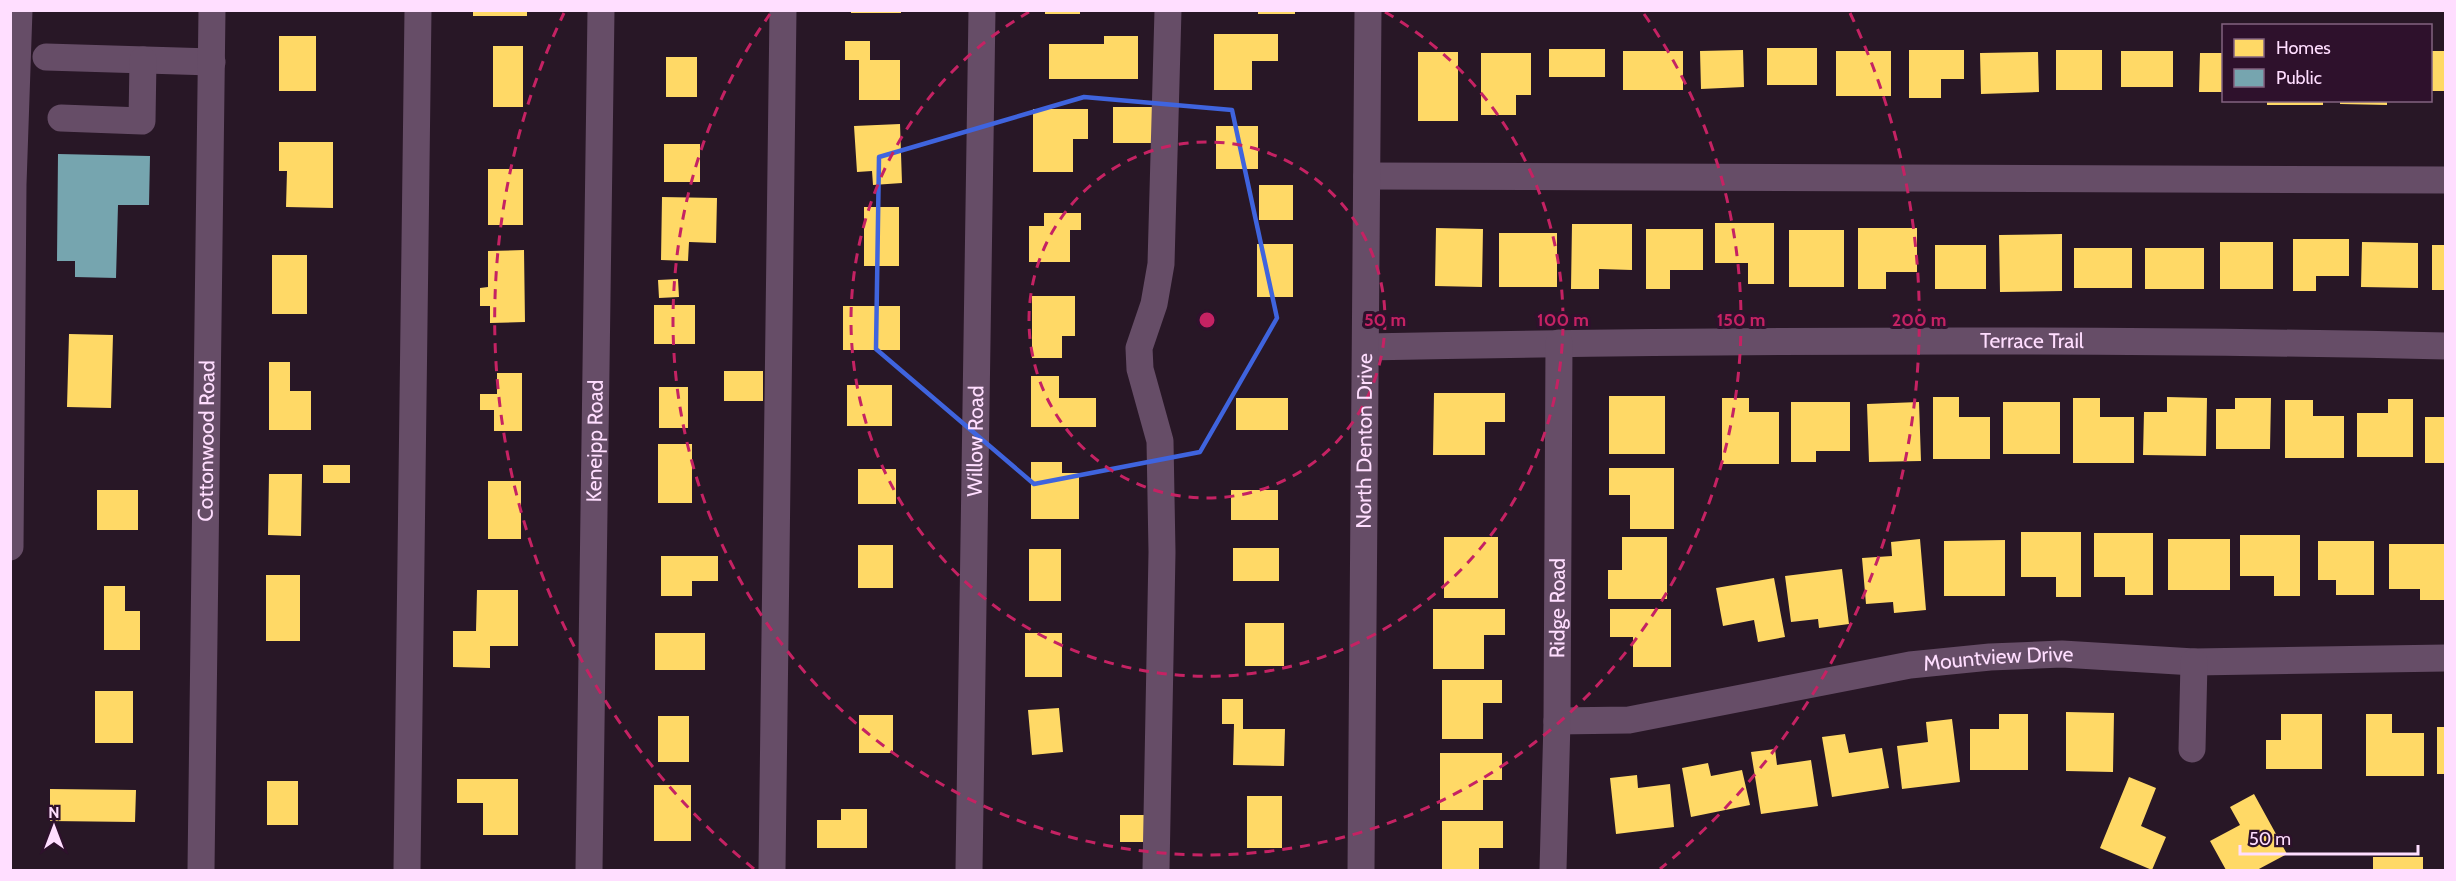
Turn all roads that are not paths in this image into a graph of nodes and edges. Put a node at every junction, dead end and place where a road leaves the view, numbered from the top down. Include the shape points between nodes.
1 (19, 10) edge
2 (212, 10) edge
3 (418, 10) edge
4 (601, 10) edge
5 (783, 10) edge
6 (982, 10) edge
7 (1168, 10) edge
8 (1368, 10) edge
9 (46, 57) dead end
10 (143, 60) junction
11 (212, 62) junction
12 (61, 118) dead end
13 (1367, 176) junction
14 (2445, 180) edge
15 (1559, 343) junction
16 (2445, 346) edge
17 (1366, 347) junction
18 (10, 547) edge
19 (2445, 658) edge
20 (2194, 662) junction
21 (1557, 722) junction
22 (2192, 749) dead end
23 (201, 870) edge
24 (407, 870) edge
25 (589, 870) edge
26 (772, 870) edge
27 (969, 870) edge
28 (1156, 870) edge
29 (1361, 870) edge
30 (1553, 870) edge

1 - 18 street via 13,184
2 - 11 street, Cottonwood Road
3 - 24 street
4 - 25 street, Keneipp Road
5 - 26 street
6 - 27 street, Willow Road
7 - 28 street via 1161,264 1154,304 1139,348 1140,369 1160,441 1162,552
8 - 13 street, North Denton Drive
9 - 10 street
10 - 11 street
10 - 12 street via 142,121
11 - 23 street, Cottonwood Road
13 - 14 street
13 - 17 street, North Denton Drive
15 - 16 street, Terrace Trail via 2237,341
15 - 17 street, Terrace Trail
15 - 21 street, Ridge Road
17 - 29 street, North Denton Drive
19 - 20 street, Mountview Drive
20 - 21 street, Mountview Drive via 2062,654 1978,658 1910,665 1629,720
20 - 22 street
21 - 30 street, Ridge Road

· · · · ·

§ ASSIGNED TASK: Find every line in the records above that contains the word "Denton", and copy each one.

§ PROBLEM SOLUTION:
8 - 13 street, North Denton Drive
13 - 17 street, North Denton Drive
17 - 29 street, North Denton Drive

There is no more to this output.